Ex-employé du groupe électricien français EDF, Dominique P., qui participait aux viols et les filmait, ne réclamait aucune contrepartie financière. « Il a honte de ce qu'il a fait, c'est impardonnable », a plaidé auprès de la presse lundi matin son avocate Béatrice Zavarro.
Avant le début du procès, une quinzaine de féministes ont manifesté devant le palais de justice. Habillées de noir, elle ont notamment scandé « Violeurs, on vous voit, victimes, on vous croit ».
Pompier, artisan, infirmier, gardien de prison ou encore journaliste ; célibataires, mariés ou divorcés, les profils des accusés sont divers.
La majorité sont venus une fois, dix plusieurs fois, jusqu'à six nuits parfois. Ils ne souffrent d'aucune pathologie psychique notable, selon des experts, qui pointent toutefois leur sentiment de « toute-puissance » sur le corps féminin.
Beaucoup maintiennent qu'ils pensaient seulement participer aux fantasmes d'un couple libertin. Mais, selon le mari et principal accusé, « tous savaient » que son épouse était droguée à son insu. Et pour l'instruction, « chaque individu disposait de son libre arbitre » et aurait pu « quitter les lieux ».

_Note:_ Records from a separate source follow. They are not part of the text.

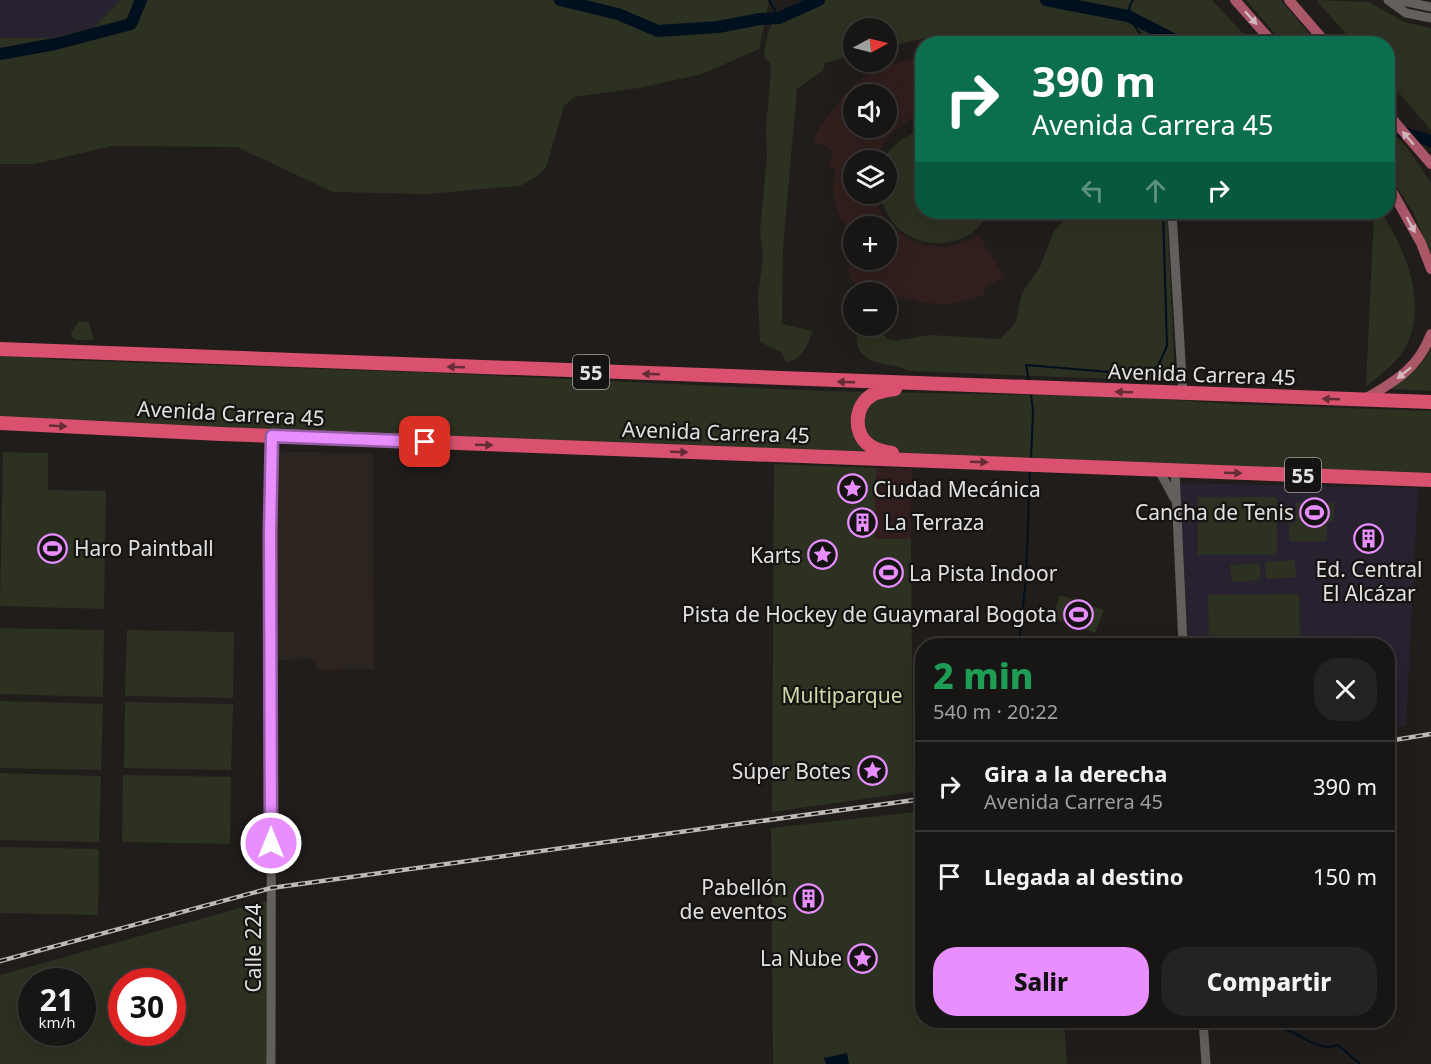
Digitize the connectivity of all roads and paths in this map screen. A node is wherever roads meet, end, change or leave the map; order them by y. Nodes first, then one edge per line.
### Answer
1 (1235, 0) edge
2 (1388, 0) edge
3 (1403, 1) edge
4 (1295, 3) edge
5 (1431, 7) edge
6 (1406, 13) junction
7 (1431, 18) edge
8 (1266, 36) edge
9 (1321, 36) edge
10 (1395, 122) edge
11 (1430, 163) edge
12 (1395, 197) edge
13 (1172, 219) edge
14 (1431, 269) edge
15 (1431, 334) edge
16 (0, 350) edge
17 (951, 386) junction
18 (1183, 394) junction
19 (1363, 400) junction
20 (1431, 402) edge
21 (0, 423) edge
22 (272, 436) junction
23 (942, 461) junction
24 (1159, 470) junction
25 (1175, 471) junction
26 (1431, 480) edge
27 (1175, 500) junction
28 (1183, 638) edge
29 (1204, 1028) edge
30 (271, 1064) edge
31 (1206, 1064) edge

1 -> 8 main road
2 - 6 street
3 - 5 street
3 - 6 street
4 - 9 main road
6 - 7 street
11 -> 10 main road
12 -> 14 main road
13 - 18 street
15 -> 19 main road
17 -> 16 highway, Avenida Carrera 45 / 55
18 -> 17 highway, Avenida Carrera 45 / 55
17 - 23 highway
19 -> 18 highway, Avenida Carrera 45 / 55
19 - 20 highway, Avenida Carrera 45 / 55
21 -> 22 highway, Avenida Carrera 45 / 55
22 -> 23 highway, Avenida Carrera 45 / 55
22 - 30 street, Calle 224
23 -> 24 highway, Avenida Carrera 45 / 55
24 - 25 highway, Avenida Carrera 45 / 55
24 - 27 street
25 -> 26 highway, Avenida Carrera 45 / 55
25 - 27 street
27 - 28 street
29 - 31 street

Un total de 92 faits de viols ont été recensées. Depuis 2011, quand le couple vivait encore en région parisienne, mais principalement à partir de 2013, après leur déménagement à Mazan, ville de 6.000 habitants dans le sud de la France, et jusqu'en 2020. A chaque fois, Dominique P. administrait à son épouse un puissant anxiolytique.

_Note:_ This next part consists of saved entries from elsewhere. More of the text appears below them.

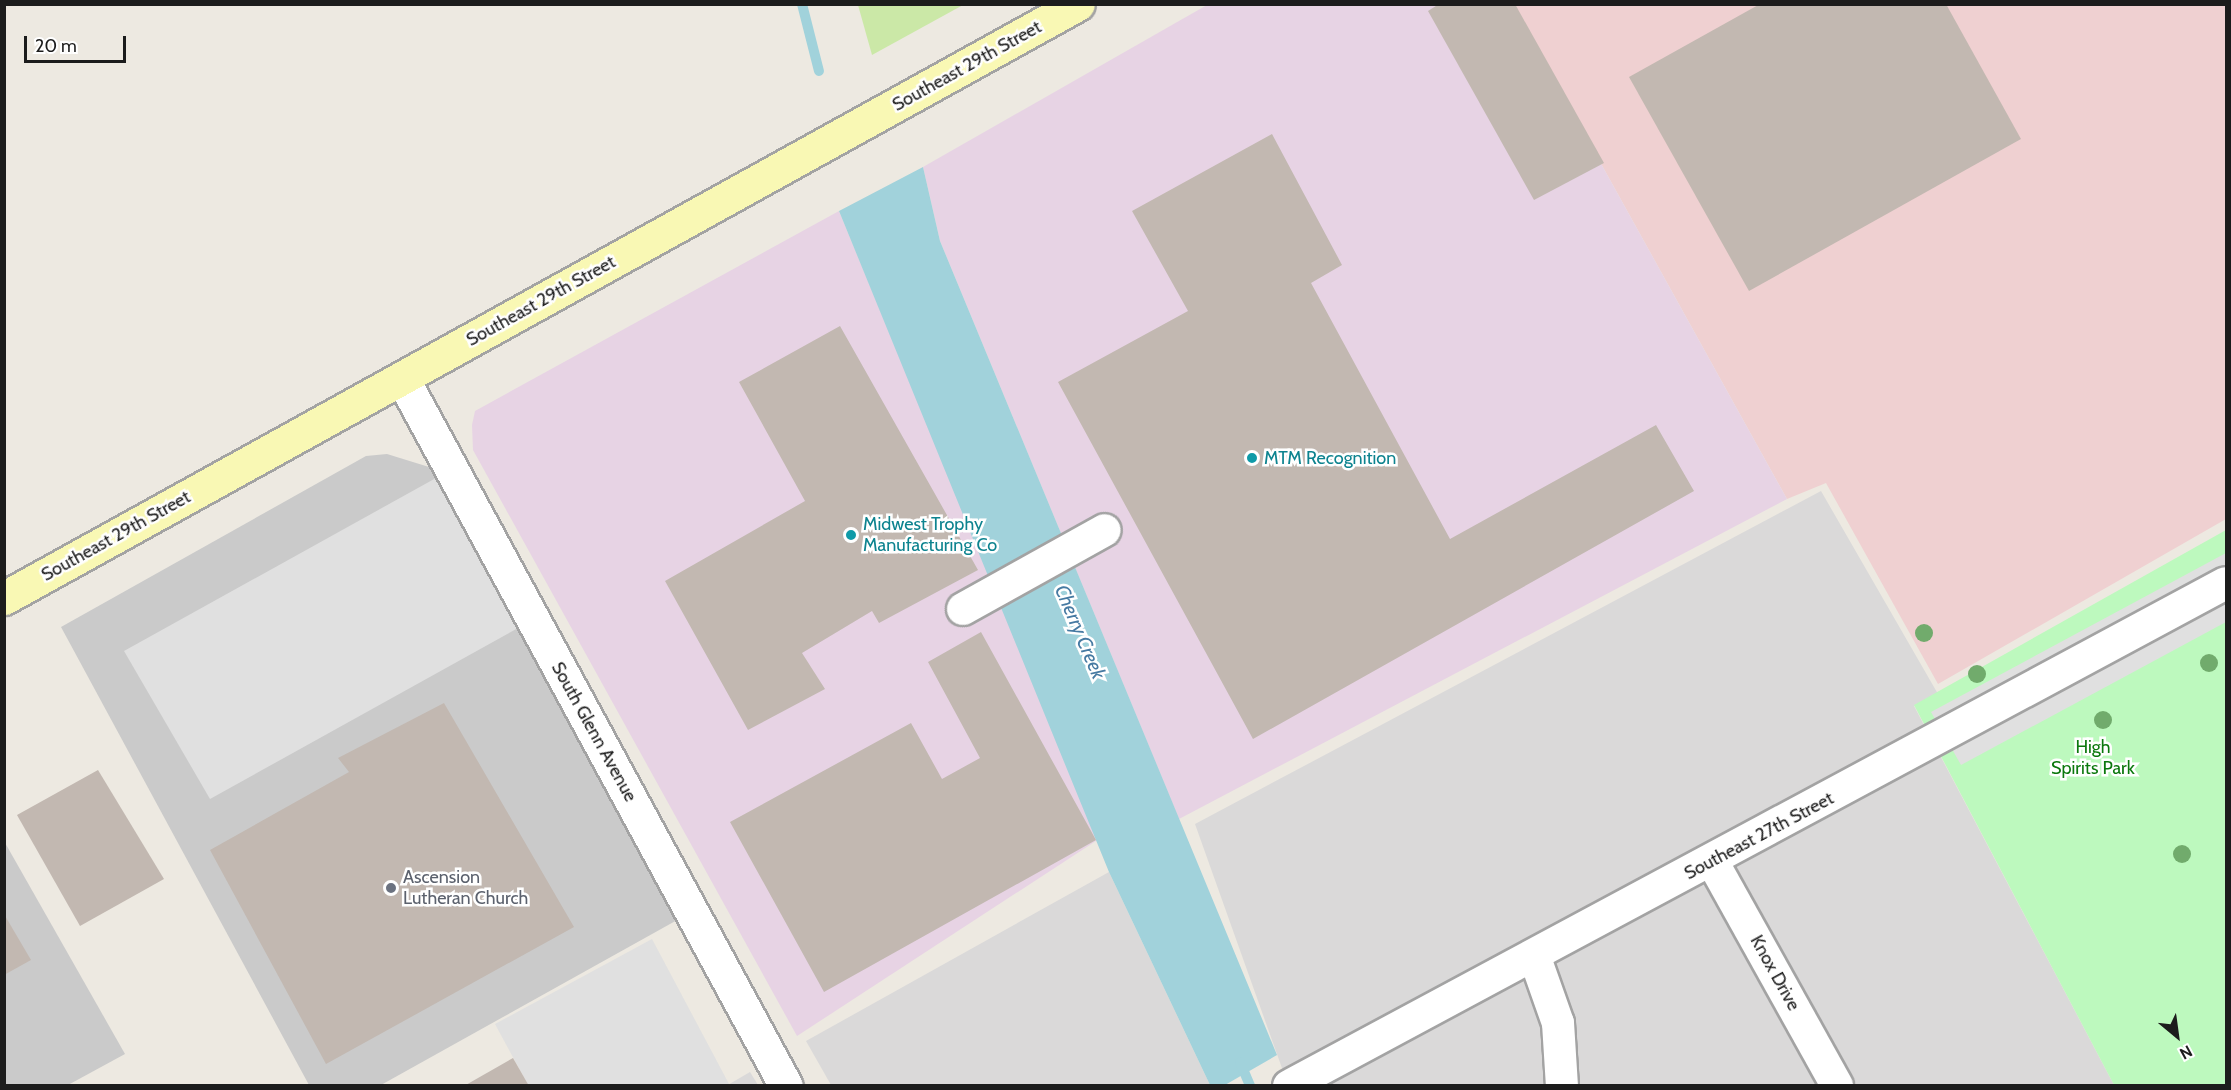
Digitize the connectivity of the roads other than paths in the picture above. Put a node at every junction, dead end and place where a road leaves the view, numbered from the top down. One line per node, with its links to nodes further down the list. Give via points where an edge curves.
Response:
1 (1078, 4): 2 (main road, Southeast 29th Street)
2 (402, 378): 5 (main road, Southeast 29th Street); 9 (street, South Glenn Avenue)
3 (1105, 530): 6 (street)
4 (2226, 583): 7 (street, Southeast 27th Street)
5 (4, 598)
6 (963, 609)
7 (1712, 861): 8 (street, Southeast 27th Street); 12 (street, Knox Drive)
8 (1534, 955): 10 (street, Southeast 27th Street); 11 (street, via 1558,1023)
9 (786, 1086)
10 (1289, 1086)
11 (1562, 1086)
12 (1838, 1086)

« Aucun souvenir » des viols
L'ex-épouse ne s'est rendue compte de rien et a tout appris à 68 ans, lorsque l'enquête a débuté à l'automne 2020, après presque 50 ans de vie commune: son mari venait d'être surpris dans un centre commercial en train de filmer sous les jupes de clientes.
En fouillant son ordinateur, les enquêteurs découvrent de nombreuses photos et vidéos d'elle, visiblement inconsciente, violée par des inconnus.

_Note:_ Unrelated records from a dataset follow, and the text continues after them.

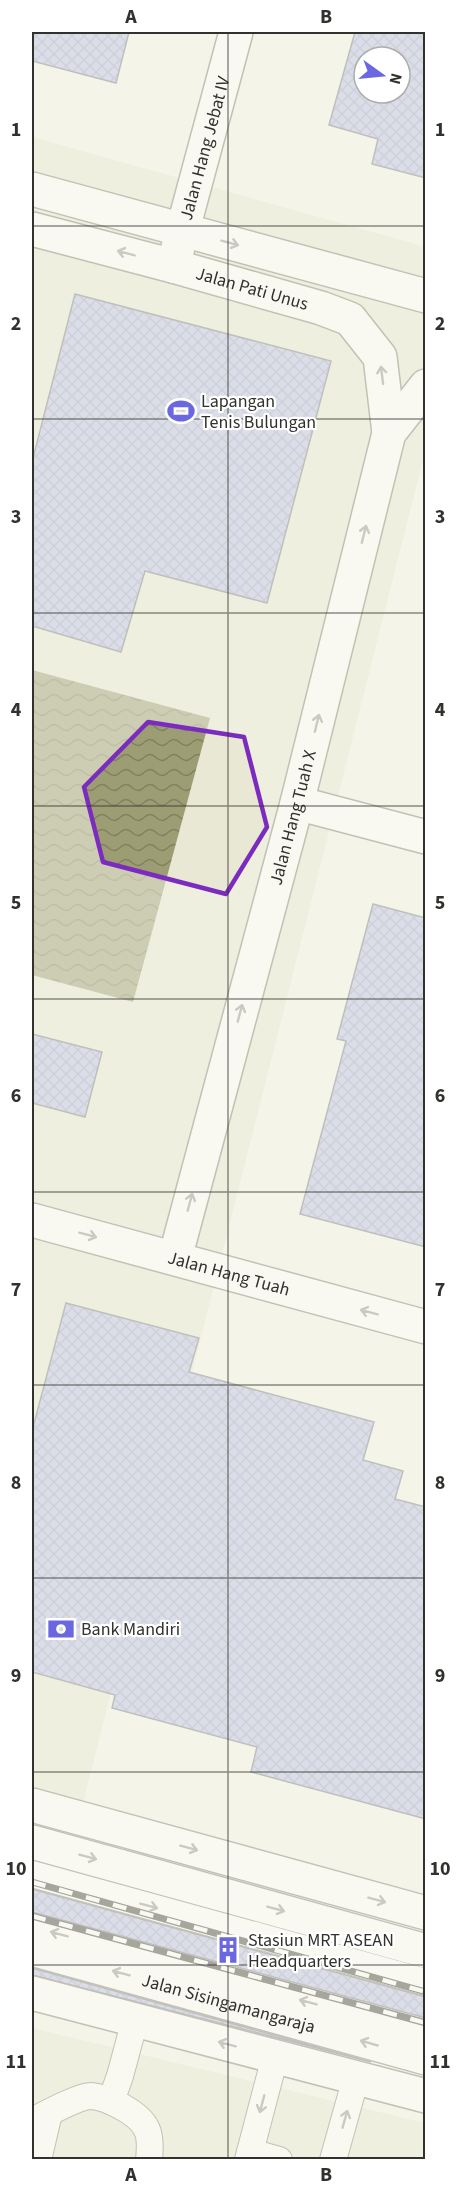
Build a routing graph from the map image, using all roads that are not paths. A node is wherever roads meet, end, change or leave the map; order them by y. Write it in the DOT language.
graph roads {
  1 [pos="236,32"];
  2 [pos="32,189"];
  3 [pos="32,229"];
  4 [pos="184,230"];
  5 [pos="173,266"];
  6 [pos="426,296"];
  7 [pos="426,386"];
  8 [pos="389,433"];
  9 [pos="297,803"];
  10 [pos="426,837"];
  11 [pos="32,1220"];
  12 [pos="175,1258"];
  13 [pos="426,1328"];
  14 [pos="32,1805"];
  15 [pos="32,1842"];
  16 [pos="32,1874"];
  17 [pos="426,1913"];
  18 [pos="32,1926"];
  19 [pos="32,1949"];
  20 [pos="426,1951"];
  21 [pos="426,1982"];
  22 [pos="32,1993"];
  23 [pos="135,2020"];
  24 [pos="426,2034"];
  25 [pos="275,2057"];
  26 [pos="426,2058"];
  27 [pos="356,2078"];
  28 [pos="426,2096"];
  29 [pos="111,2102"];
  30 [pos="40,2117"];
  31 [pos="249,2156"];
  32 [pos="38,2160"];
  33 [pos="149,2160"];
  34 [pos="279,2160"];
  35 [pos="333,2160"];
  1 -- 4 [label="street, Jalan Hang Jebat IV"];
  2 -- 4 [label="street, Jalan Pati Unus"];
  5 -- 3 [label="street, Jalan Pati Unus, one-way"];
  4 -- 5 [label="street, Jalan Hang Jebat IV"];
  4 -- 6 [label="street, Jalan Pati Unus, one-way"];
  8 -- 5 [label="street, Jalan Pati Unus, one-way"];
  7 -- 8 [label="street, Jalan Hang Tuah X"];
  9 -- 8 [label="street, Jalan Hang Tuah X, one-way"];
  9 -- 10 [label="street"];
  12 -- 9 [label="street, Jalan Hang Tuah X, one-way"];
  11 -- 12 [label="street, Jalan Hang Tuah, one-way"];
  13 -- 12 [label="street, Jalan Hang Tuah, one-way"];
  14 -- 17 [label="street, one-way"];
  15 -- 20 [label="street, one-way"];
  16 -- 21 [label="lane, one-way"];
  24 -- 18 [label="lane, one-way"];
  26 -- 19 [label="street, Jalan Sisingamangaraja, one-way"];
  22 -- 23 [label="street"];
  25 -- 23 [label="street, one-way"];
  23 -- 29 [label="lane"];
  25 -- 27 [label="street"];
  25 -- 31 [label="lane, one-way"];
  27 -- 28 [label="street"];
  35 -- 27 [label="lane, one-way"];
  29 -- 30 [label="lane"];
  29 -- 33 [label="lane"];
  30 -- 32 [label="lane"];
  31 -- 34 [label="lane"];
}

Pour elle, le procès s'annonce comme « une épreuve absolument terrible », a confié Antoine Camus, un de ses avocats, qui défend aussi ses trois enfants et ses cinq petits-enfants. Elle « va vivre pour la première fois, en différé, les viols qu'elle a subis pendant dix ans », car elle n'en a « aucun souvenir », a-t-il expliqué à l'AFP avant l'ouverture du procès.
Avec les autres parties civiles, Gisèle P. doit être entendue jeudi, selon le calendrier prévisionnel.
Son mari a été mis en cause dans deux autres dossiers, un meurtre avec viol à Paris en 1991 qu'il nie, et une tentative de viol en Seine-et-Marne (région parisienne) en 1999, qu'il reconnaît, après avoir été confondu par son ADN.